--- DATA IN THIS EXERCISE Enclosed Below ---

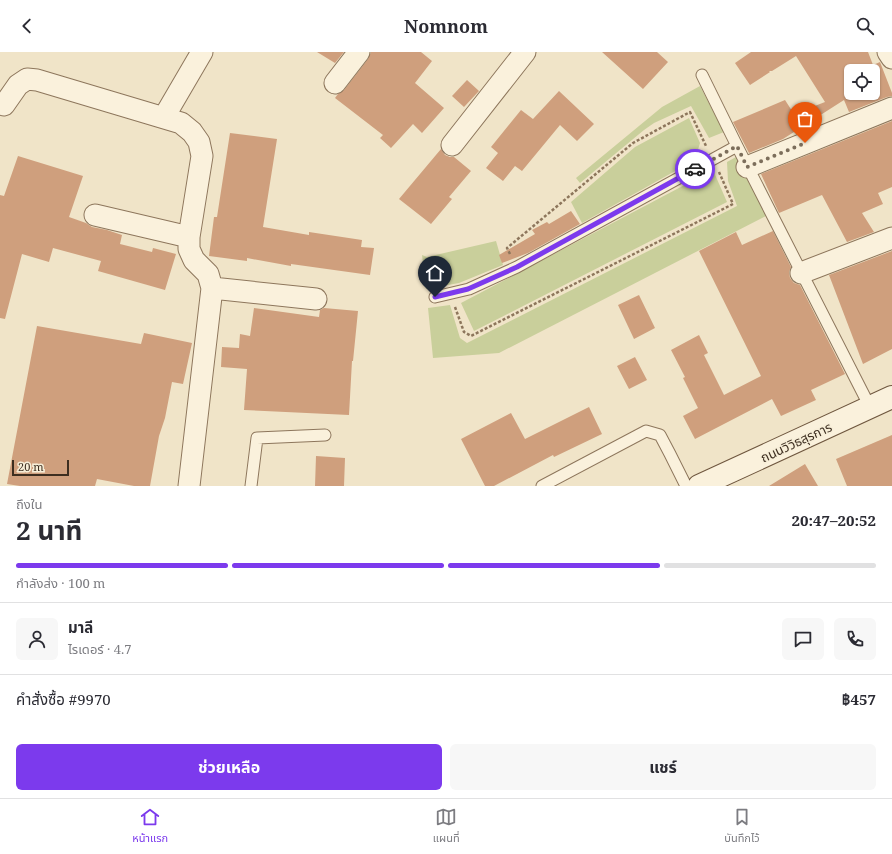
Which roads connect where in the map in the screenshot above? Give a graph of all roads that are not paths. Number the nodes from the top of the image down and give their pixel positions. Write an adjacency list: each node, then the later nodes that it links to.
1 (202, 52): 10 (street)
2 (359, 52): 7 (street)
3 (525, 52): 11 (street)
4 (888, 52): 5 (street)
5 (892, 58)
6 (702, 75): 12 (lane)
7 (335, 82)
8 (4, 105): 10 (street)
9 (892, 108): 13 (street)
10 (164, 117): 15 (street)
11 (452, 145)
12 (737, 146): 13 (lane); 19 (lane)
13 (747, 167): 17 (lane)
14 (94, 215): 15 (street)
15 (189, 237): 18 (street)
16 (892, 238): 17 (street)
17 (801, 273): 22 (lane)
18 (212, 288): 20 (street); 24 (street)
19 (435, 297)
20 (316, 299)
21 (892, 397): 22 (main road, ถนนวิวิธสุรการ)
22 (870, 407): 28 (main road, ถนนวิวิธสุรการ)
23 (326, 436): 25 (lane)
24 (188, 486)
25 (251, 486)
26 (542, 486): 27 (lane)
27 (686, 486)
28 (699, 486)

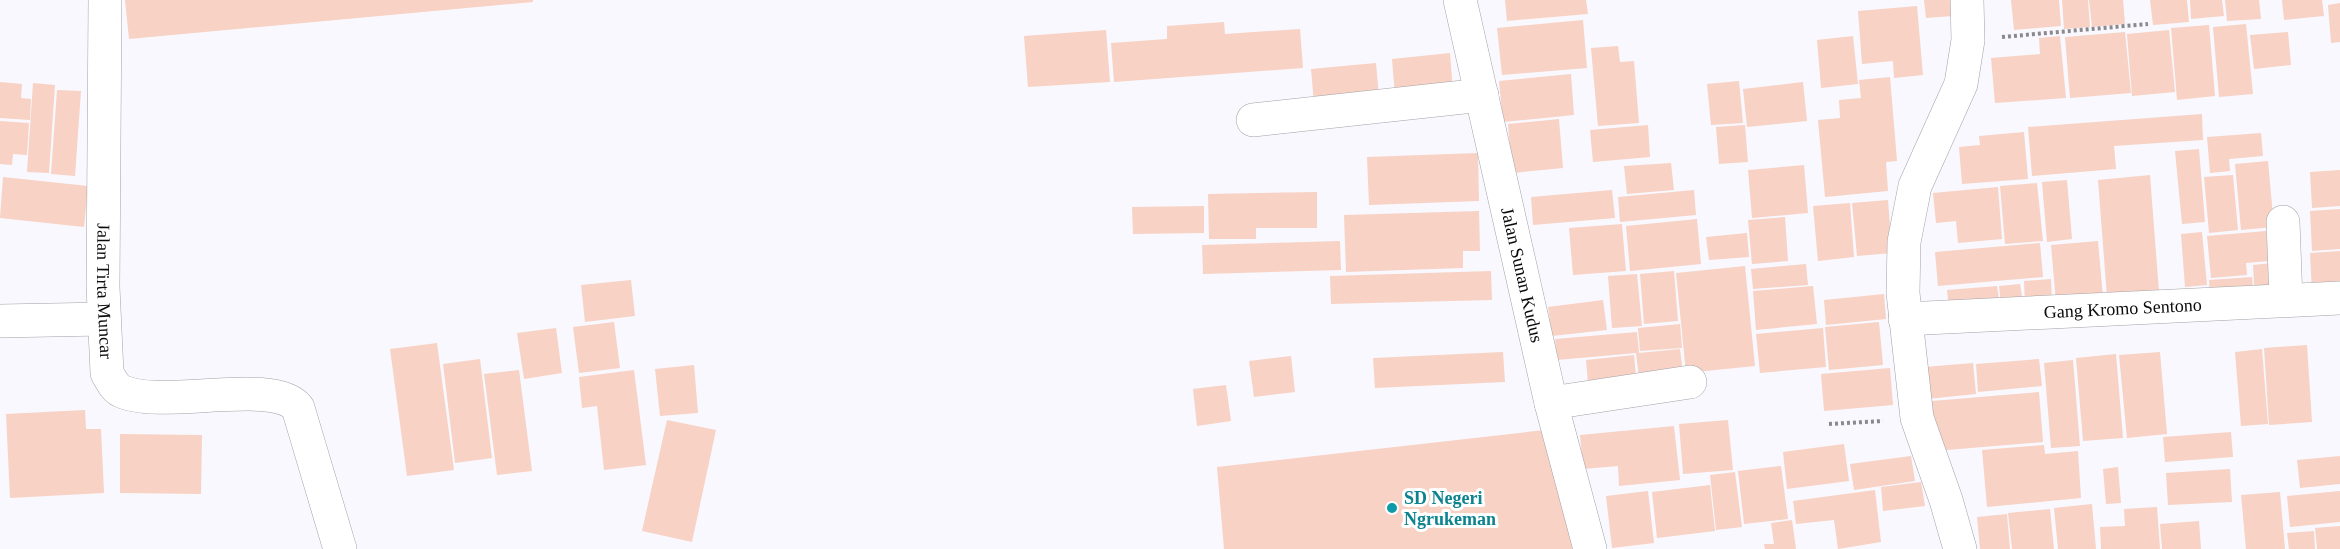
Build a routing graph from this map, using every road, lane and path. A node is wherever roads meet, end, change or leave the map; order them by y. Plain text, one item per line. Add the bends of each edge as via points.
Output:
1 (105, 0) edge
2 (1460, 0) edge
3 (1967, 0) edge
4 (2148, 24) dead end
5 (1968, 40) junction
6 (1482, 95) junction
7 (1253, 120) dead end
8 (2283, 222) dead end
9 (2340, 298) edge
10 (2286, 300) junction
11 (103, 319) junction
12 (1905, 319) junction
13 (0, 321) edge
14 (1690, 382) dead end
15 (1551, 403) junction
16 (1917, 418) junction
17 (1829, 424) dead end
18 (340, 549) edge
19 (1590, 549) edge
20 (1960, 549) edge

1 - 11 street, Jalan Tirta Muncar
2 - 6 street, Jalan Sunan Kudus
3 - 5 street
4 - 5 path
5 - 12 street via 1960,84 1915,186 1904,242
6 - 7 street
6 - 15 street, Jalan Sunan Kudus
8 - 10 street
9 - 10 street, Gang Kromo Sentono
10 - 12 street, Gang Kromo Sentono
11 - 13 street
11 - 18 street, Jalan Tirta Muncar via 107,373 122,391 160,396 270,395 292,400 302,418
12 - 16 street
14 - 15 street
15 - 19 street, Jalan Sunan Kudus
16 - 17 path
16 - 20 street

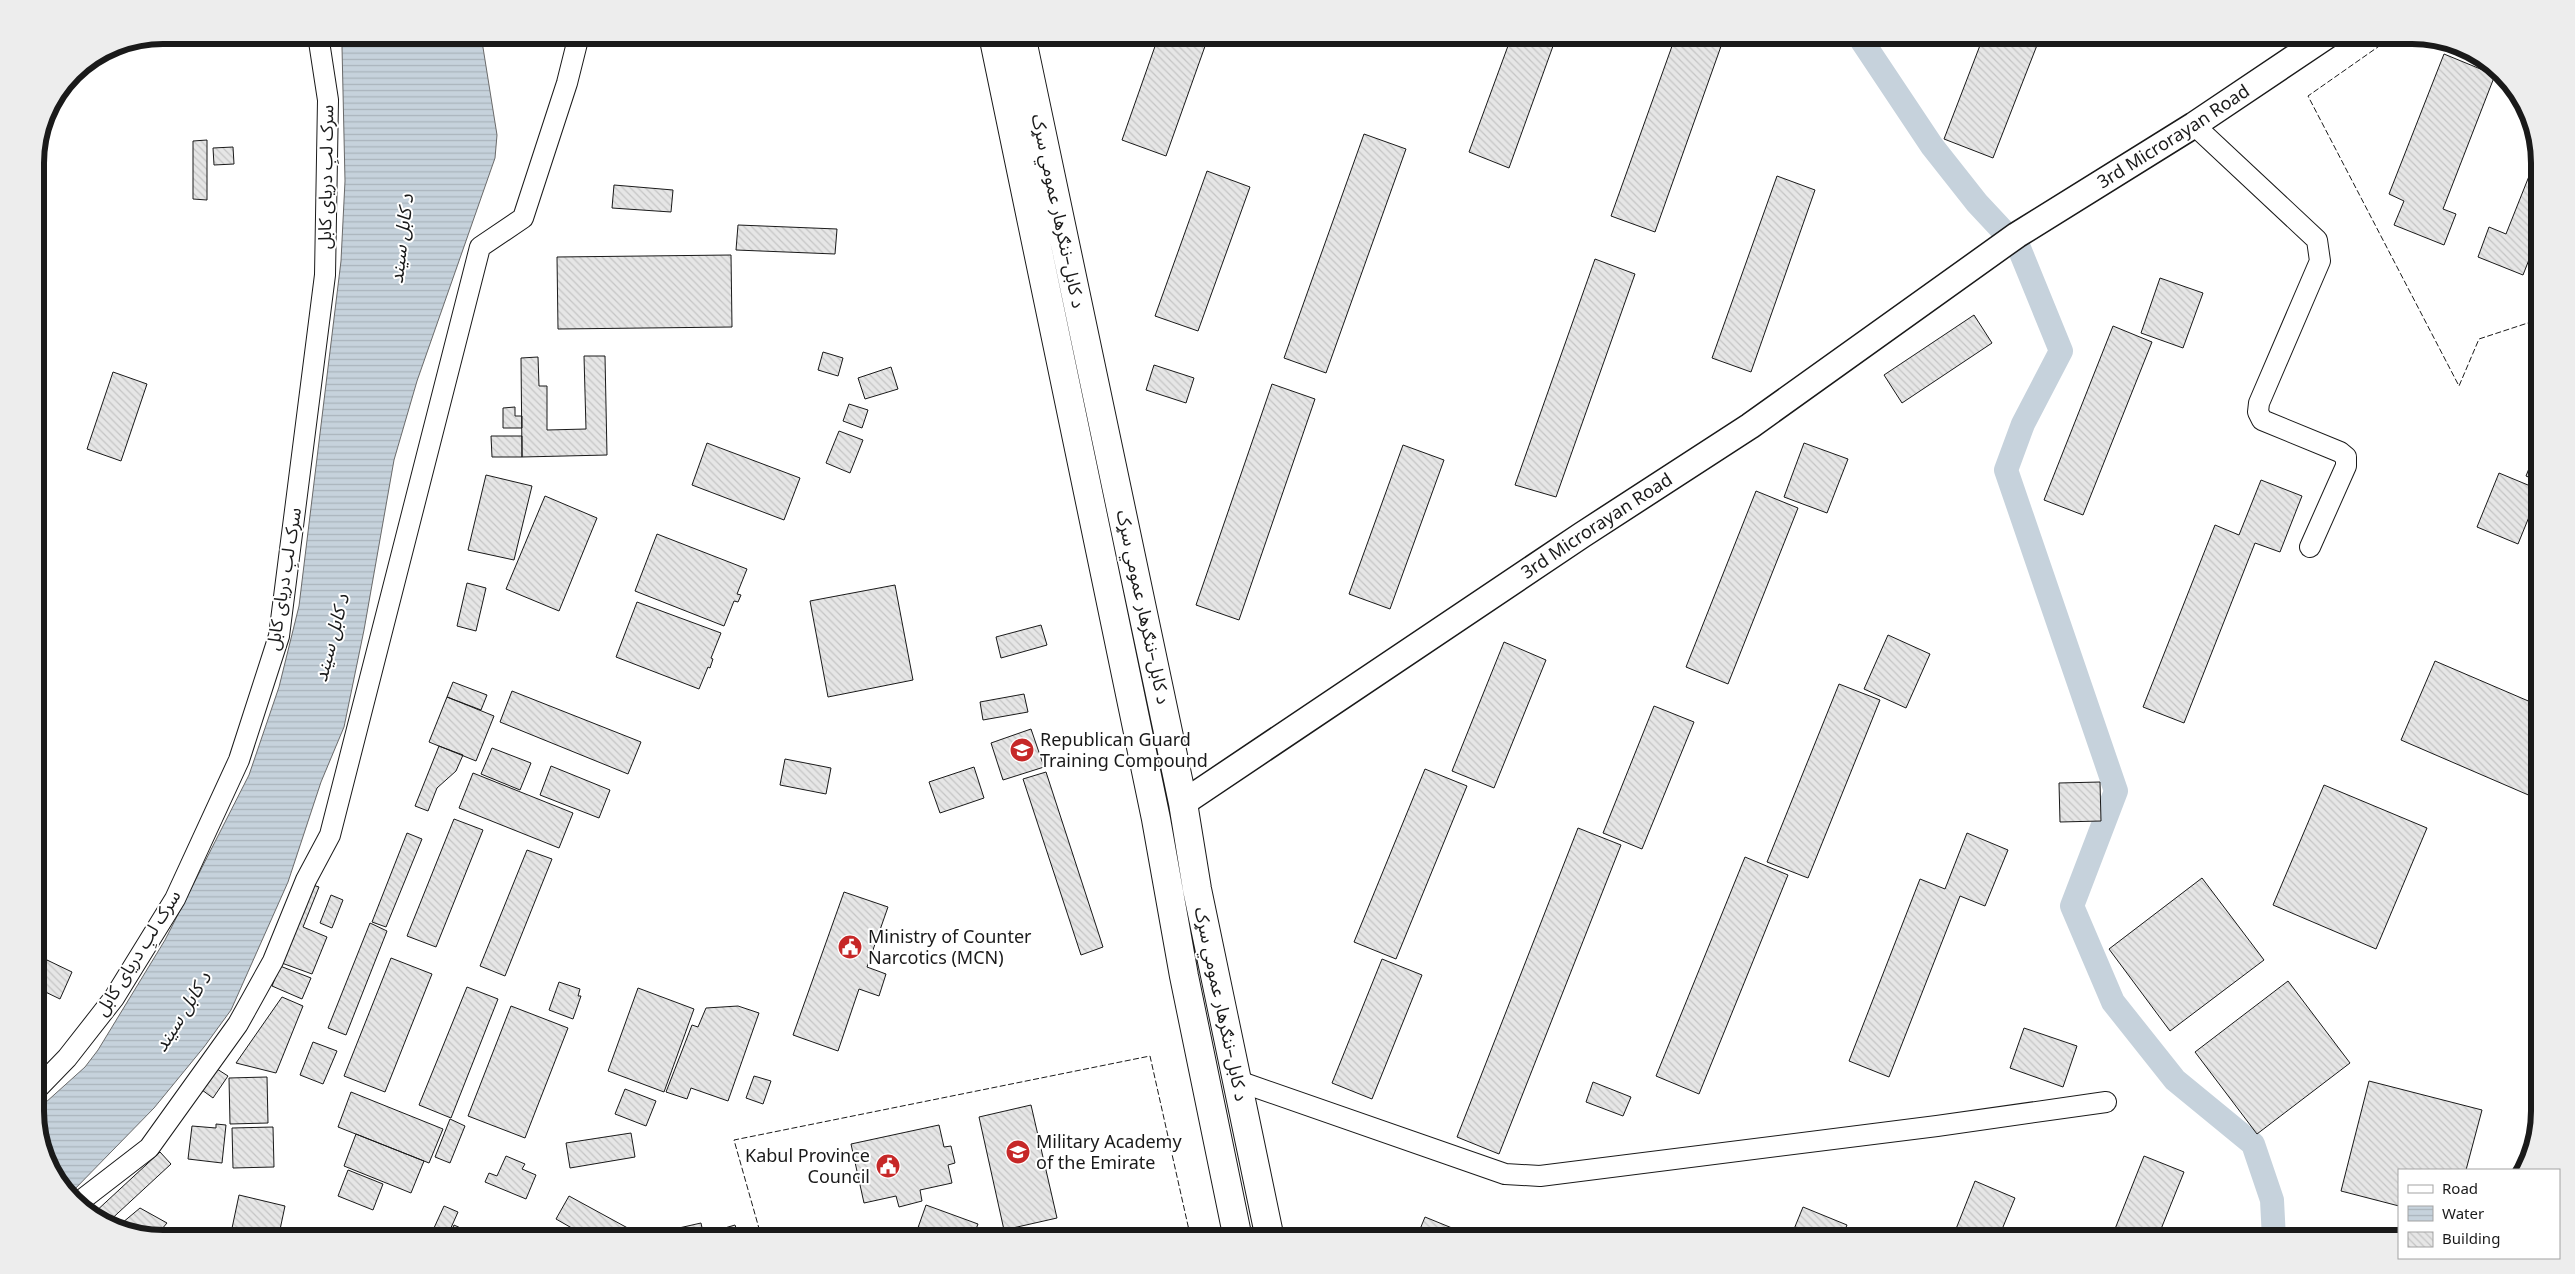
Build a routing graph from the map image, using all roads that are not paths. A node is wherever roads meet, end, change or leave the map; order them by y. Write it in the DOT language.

--- End of Enclosed DATA IN THIS EXERCISE ---

• [REQUIRED ACTION]:
Repeat each of the entries above exactly, but do not carry over the pictures.

• [ANSWER AREA]:
Which roads connect where in the map in the screenshot above? Give a graph of all roads that are not paths. Number the nodes from the top of the image down and give their pixel positions. Write an adjacency list: each node, then the later nodes that it links to.
1 (202, 52): 10 (street)
2 (359, 52): 7 (street)
3 (525, 52): 11 (street)
4 (888, 52): 5 (street)
5 (892, 58)
6 (702, 75): 12 (lane)
7 (335, 82)
8 (4, 105): 10 (street)
9 (892, 108): 13 (street)
10 (164, 117): 15 (street)
11 (452, 145)
12 (737, 146): 13 (lane); 19 (lane)
13 (747, 167): 17 (lane)
14 (94, 215): 15 (street)
15 (189, 237): 18 (street)
16 (892, 238): 17 (street)
17 (801, 273): 22 (lane)
18 (212, 288): 20 (street); 24 (street)
19 (435, 297)
20 (316, 299)
21 (892, 397): 22 (main road, ถนนวิวิธสุรการ)
22 (870, 407): 28 (main road, ถนนวิวิธสุรการ)
23 (326, 436): 25 (lane)
24 (188, 486)
25 (251, 486)
26 (542, 486): 27 (lane)
27 (686, 486)
28 (699, 486)

Build a routing graph from this map, using every road, lane and path. A node is wherever roads meet, end, change or leave the map; order them by y. Plain text, one item per line. Add the bends of each edge as via points.
Output:
1 (105, 0) edge
2 (1460, 0) edge
3 (1967, 0) edge
4 (2148, 24) dead end
5 (1968, 40) junction
6 (1482, 95) junction
7 (1253, 120) dead end
8 (2283, 222) dead end
9 (2340, 298) edge
10 (2286, 300) junction
11 (103, 319) junction
12 (1905, 319) junction
13 (0, 321) edge
14 (1690, 382) dead end
15 (1551, 403) junction
16 (1917, 418) junction
17 (1829, 424) dead end
18 (340, 549) edge
19 (1590, 549) edge
20 (1960, 549) edge

1 - 11 street, Jalan Tirta Muncar
2 - 6 street, Jalan Sunan Kudus
3 - 5 street
4 - 5 path
5 - 12 street via 1960,84 1915,186 1904,242
6 - 7 street
6 - 15 street, Jalan Sunan Kudus
8 - 10 street
9 - 10 street, Gang Kromo Sentono
10 - 12 street, Gang Kromo Sentono
11 - 13 street
11 - 18 street, Jalan Tirta Muncar via 107,373 122,391 160,396 270,395 292,400 302,418
12 - 16 street
14 - 15 street
15 - 19 street, Jalan Sunan Kudus
16 - 17 path
16 - 20 street

Build a routing graph from the map image, using all roads that are not paths. A node is wherever roads meet, end, change or leave the map; order them by y. Write it in the DOT language.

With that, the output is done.